Work task →
Below is a block of entries; repeat exactly the lines starting at the line that contains "Trace all roads" and ending at the line that contains "Turn every road, lane", both included.

Collected data entries →

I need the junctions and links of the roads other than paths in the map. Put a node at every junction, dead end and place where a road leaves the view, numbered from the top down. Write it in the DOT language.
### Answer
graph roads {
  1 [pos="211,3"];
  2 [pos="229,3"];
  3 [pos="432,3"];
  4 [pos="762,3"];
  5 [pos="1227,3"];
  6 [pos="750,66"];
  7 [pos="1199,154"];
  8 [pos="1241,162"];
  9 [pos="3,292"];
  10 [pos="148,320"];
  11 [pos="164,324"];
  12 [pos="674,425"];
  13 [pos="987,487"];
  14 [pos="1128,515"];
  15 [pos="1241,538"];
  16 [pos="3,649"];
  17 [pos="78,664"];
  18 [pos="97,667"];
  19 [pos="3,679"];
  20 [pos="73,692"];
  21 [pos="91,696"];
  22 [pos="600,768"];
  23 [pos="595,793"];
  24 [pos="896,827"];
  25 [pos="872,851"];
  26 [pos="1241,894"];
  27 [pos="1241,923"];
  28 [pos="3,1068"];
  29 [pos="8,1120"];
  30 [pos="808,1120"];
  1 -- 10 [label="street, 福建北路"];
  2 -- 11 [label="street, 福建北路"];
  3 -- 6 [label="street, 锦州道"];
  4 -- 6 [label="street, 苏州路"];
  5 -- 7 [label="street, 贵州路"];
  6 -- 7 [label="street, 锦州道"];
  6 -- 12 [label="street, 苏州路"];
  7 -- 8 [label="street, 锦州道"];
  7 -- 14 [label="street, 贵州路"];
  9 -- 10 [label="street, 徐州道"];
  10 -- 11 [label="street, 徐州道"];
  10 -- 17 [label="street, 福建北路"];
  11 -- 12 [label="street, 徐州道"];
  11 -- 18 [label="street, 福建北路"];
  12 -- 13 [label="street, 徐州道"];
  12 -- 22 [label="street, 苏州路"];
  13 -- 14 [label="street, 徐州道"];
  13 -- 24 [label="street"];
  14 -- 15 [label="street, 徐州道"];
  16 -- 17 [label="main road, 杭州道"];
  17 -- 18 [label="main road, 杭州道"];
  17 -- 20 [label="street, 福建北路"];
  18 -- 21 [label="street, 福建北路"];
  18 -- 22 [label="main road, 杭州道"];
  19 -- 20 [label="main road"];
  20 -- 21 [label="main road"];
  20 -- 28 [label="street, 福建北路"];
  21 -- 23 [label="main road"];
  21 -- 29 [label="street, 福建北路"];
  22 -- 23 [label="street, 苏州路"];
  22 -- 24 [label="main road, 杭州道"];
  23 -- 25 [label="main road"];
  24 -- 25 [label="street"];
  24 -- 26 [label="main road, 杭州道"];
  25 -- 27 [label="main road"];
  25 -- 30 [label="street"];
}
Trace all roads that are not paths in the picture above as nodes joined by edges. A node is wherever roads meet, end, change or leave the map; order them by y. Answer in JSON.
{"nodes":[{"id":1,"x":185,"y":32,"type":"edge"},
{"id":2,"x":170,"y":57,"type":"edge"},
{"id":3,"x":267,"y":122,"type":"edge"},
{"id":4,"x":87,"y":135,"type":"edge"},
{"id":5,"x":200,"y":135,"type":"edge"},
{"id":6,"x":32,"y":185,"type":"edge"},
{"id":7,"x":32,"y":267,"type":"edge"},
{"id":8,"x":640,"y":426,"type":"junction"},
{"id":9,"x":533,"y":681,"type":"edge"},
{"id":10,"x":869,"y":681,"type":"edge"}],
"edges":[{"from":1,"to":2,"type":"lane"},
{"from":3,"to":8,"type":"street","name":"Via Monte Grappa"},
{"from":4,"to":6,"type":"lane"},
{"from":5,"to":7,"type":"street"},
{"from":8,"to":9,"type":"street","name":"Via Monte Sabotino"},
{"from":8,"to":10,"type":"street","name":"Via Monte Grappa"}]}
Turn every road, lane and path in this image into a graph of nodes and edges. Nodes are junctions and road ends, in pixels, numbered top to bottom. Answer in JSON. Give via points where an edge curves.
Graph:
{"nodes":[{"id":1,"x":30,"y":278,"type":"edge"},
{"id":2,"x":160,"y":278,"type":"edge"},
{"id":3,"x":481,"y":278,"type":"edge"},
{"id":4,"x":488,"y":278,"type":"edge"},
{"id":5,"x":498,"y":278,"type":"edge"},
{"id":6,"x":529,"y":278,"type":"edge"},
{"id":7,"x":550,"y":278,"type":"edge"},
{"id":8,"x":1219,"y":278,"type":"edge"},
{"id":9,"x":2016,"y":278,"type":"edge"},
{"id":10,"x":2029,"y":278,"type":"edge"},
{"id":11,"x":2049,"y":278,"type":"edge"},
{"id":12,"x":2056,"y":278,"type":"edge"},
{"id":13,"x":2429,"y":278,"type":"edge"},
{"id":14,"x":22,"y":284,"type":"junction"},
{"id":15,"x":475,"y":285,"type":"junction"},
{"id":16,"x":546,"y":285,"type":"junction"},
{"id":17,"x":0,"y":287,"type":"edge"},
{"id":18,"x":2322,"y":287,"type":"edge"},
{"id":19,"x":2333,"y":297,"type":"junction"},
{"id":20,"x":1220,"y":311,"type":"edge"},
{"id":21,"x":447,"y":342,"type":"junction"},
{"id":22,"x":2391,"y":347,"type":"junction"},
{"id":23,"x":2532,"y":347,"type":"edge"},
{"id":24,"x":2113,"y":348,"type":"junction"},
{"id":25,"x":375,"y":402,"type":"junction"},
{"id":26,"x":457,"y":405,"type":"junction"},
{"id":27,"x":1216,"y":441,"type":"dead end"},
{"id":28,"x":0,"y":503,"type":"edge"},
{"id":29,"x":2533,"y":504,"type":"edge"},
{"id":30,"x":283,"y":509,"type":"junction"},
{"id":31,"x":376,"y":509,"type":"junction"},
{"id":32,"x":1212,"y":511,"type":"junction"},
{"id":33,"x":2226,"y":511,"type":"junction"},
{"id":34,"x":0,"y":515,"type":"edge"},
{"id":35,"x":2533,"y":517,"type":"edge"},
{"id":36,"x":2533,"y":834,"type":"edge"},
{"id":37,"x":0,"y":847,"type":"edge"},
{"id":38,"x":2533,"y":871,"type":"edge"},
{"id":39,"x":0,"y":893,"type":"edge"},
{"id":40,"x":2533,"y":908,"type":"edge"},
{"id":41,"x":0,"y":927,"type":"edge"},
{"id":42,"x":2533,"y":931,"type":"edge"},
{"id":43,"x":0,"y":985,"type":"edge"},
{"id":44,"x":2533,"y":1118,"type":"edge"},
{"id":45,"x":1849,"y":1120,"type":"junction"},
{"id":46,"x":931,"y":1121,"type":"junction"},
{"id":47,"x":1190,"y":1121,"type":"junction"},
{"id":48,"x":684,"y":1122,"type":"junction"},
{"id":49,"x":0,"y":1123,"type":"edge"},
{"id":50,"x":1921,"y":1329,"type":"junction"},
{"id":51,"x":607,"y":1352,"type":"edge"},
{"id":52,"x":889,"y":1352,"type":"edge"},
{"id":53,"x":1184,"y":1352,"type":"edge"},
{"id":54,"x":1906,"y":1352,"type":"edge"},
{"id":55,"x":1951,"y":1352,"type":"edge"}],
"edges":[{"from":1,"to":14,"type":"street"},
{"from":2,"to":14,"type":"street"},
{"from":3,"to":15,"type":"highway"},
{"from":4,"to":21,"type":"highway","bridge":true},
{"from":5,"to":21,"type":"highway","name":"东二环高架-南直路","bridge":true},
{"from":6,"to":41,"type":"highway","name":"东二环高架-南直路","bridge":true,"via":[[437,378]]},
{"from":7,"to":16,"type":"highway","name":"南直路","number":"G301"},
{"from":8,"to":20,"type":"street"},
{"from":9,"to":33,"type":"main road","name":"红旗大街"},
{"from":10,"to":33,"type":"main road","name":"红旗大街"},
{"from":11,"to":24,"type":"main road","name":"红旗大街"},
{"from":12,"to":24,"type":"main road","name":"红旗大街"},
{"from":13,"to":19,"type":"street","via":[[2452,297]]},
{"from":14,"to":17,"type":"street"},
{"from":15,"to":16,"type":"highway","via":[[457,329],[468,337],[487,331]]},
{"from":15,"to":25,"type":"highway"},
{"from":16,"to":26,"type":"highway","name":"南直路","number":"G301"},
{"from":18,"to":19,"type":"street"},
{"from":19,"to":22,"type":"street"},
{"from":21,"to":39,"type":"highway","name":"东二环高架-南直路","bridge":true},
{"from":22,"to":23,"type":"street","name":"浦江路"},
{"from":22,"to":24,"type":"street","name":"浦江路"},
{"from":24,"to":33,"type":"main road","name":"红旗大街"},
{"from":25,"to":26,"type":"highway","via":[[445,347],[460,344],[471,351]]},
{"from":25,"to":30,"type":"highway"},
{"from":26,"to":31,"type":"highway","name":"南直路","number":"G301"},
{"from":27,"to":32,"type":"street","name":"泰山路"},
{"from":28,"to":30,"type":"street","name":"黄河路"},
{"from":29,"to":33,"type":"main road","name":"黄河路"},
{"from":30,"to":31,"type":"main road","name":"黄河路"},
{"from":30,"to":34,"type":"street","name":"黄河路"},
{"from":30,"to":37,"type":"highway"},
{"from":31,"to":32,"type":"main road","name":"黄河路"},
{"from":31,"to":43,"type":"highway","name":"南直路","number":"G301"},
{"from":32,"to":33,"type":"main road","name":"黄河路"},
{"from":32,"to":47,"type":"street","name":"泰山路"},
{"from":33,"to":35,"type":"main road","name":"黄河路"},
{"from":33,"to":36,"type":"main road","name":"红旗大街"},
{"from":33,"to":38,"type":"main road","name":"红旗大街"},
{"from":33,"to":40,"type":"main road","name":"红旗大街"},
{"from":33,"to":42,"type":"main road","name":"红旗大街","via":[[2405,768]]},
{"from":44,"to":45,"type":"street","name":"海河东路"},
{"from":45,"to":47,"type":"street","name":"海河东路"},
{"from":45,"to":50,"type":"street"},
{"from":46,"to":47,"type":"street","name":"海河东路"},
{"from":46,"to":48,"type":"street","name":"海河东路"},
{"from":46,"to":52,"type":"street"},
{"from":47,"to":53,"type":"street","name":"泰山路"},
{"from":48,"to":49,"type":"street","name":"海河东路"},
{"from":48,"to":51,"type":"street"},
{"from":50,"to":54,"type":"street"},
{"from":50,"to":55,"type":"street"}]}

Output for this exercise →
Trace all roads that are not paths in the picture above as nodes joined by edges. A node is wherever roads meet, end, change or leave the map; order them by y. Answer in JSON.
{"nodes":[{"id":1,"x":185,"y":32,"type":"edge"},
{"id":2,"x":170,"y":57,"type":"edge"},
{"id":3,"x":267,"y":122,"type":"edge"},
{"id":4,"x":87,"y":135,"type":"edge"},
{"id":5,"x":200,"y":135,"type":"edge"},
{"id":6,"x":32,"y":185,"type":"edge"},
{"id":7,"x":32,"y":267,"type":"edge"},
{"id":8,"x":640,"y":426,"type":"junction"},
{"id":9,"x":533,"y":681,"type":"edge"},
{"id":10,"x":869,"y":681,"type":"edge"}],
"edges":[{"from":1,"to":2,"type":"lane"},
{"from":3,"to":8,"type":"street","name":"Via Monte Grappa"},
{"from":4,"to":6,"type":"lane"},
{"from":5,"to":7,"type":"street"},
{"from":8,"to":9,"type":"street","name":"Via Monte Sabotino"},
{"from":8,"to":10,"type":"street","name":"Via Monte Grappa"}]}
Turn every road, lane and path in this image into a graph of nodes and edges. Nodes are junctions and road ends, in pixels, numbered top to bottom. Answer in JSON. Give via points where an edge curves.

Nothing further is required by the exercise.